Starring: Duane Jones, Judith O’Dea, Karl Hardman
Director: George A Romero
Today is Night Of The Living Dead’s 50th Anniversary, so if you haven’t seen this horror classic or of it’s an old favourite of yours, then this might be an excuse to watch this film.
“They’re coming to get you, Barbara…” teases Barbara’s brother, as they visit their mother’s grave. A tasteless joke from an annoying sibling that soon turns dark when he’s killed by a flesh eating ghoul. Barbara flees for her life, and find refuge in a old farmhouse where others soon join her. They fight to survive as the dead rise and descend on them, and listen to the radio in a hope that they can find out what’s going on in the world.
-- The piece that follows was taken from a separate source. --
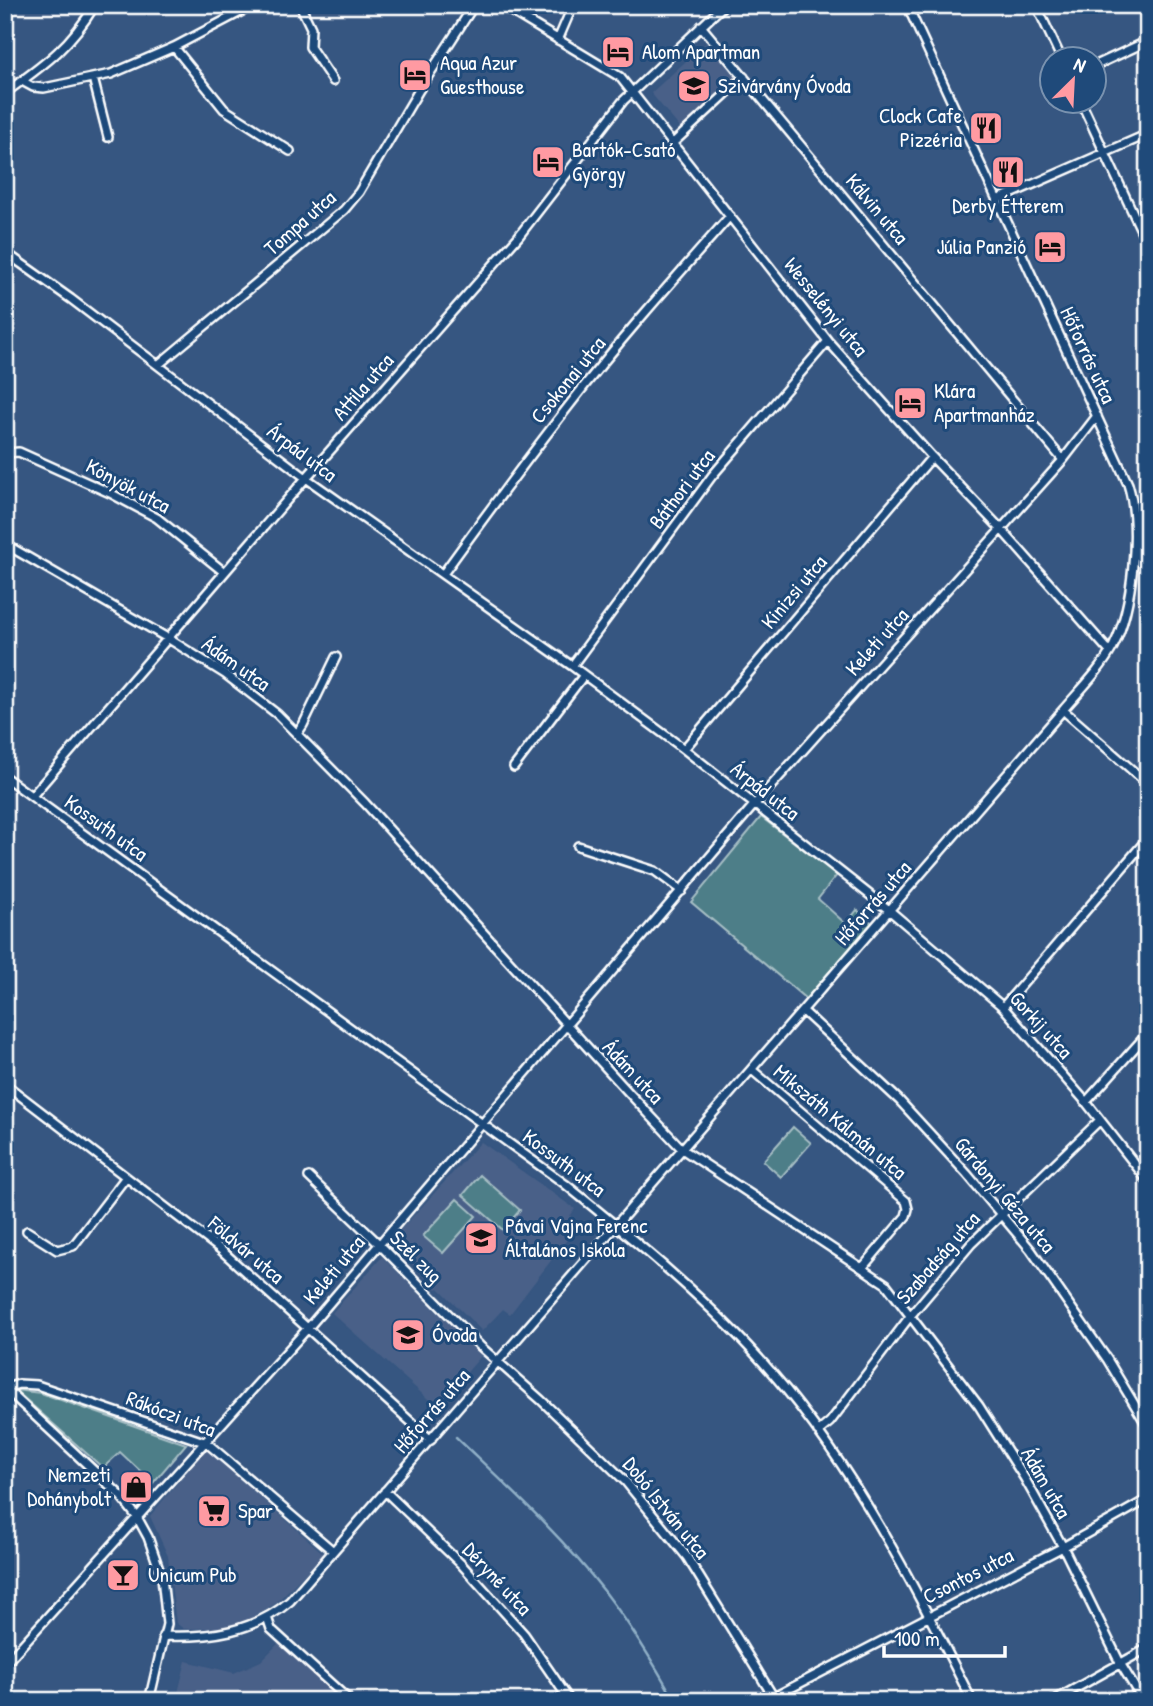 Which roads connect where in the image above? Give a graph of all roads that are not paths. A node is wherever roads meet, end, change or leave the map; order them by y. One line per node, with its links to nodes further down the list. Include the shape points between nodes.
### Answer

With the film shot in black and white and it’s opening being a little camp, you could initially see this film as cheap, but it ratchets up the tension as the people in the house have to make impossible choices and shows itself to be a groundbreaking film. There are questions of trust, who should lead and what their options are, but where many horror films are about mystery and survival, this film taps into the confusion and despair of the late 60’s and takes it to a dark place. It’s bleak, twisting and gripping. Many critics over the years have commented on the way that the film is shot in a style that’s more gritty and documentary-like which gives the film a sense of realness. It’s a film that changed the horror landscape and has inspired filmmakers over the last 50 years.
It’s a film that relies on tension and emotion to create a feeling of horror, and stands up as a wonderful film after all this time. Well worth a watch. Or a re-watch.
See It If: you like films that get under your skin. It’s a horror classic and a dark, bleak tale.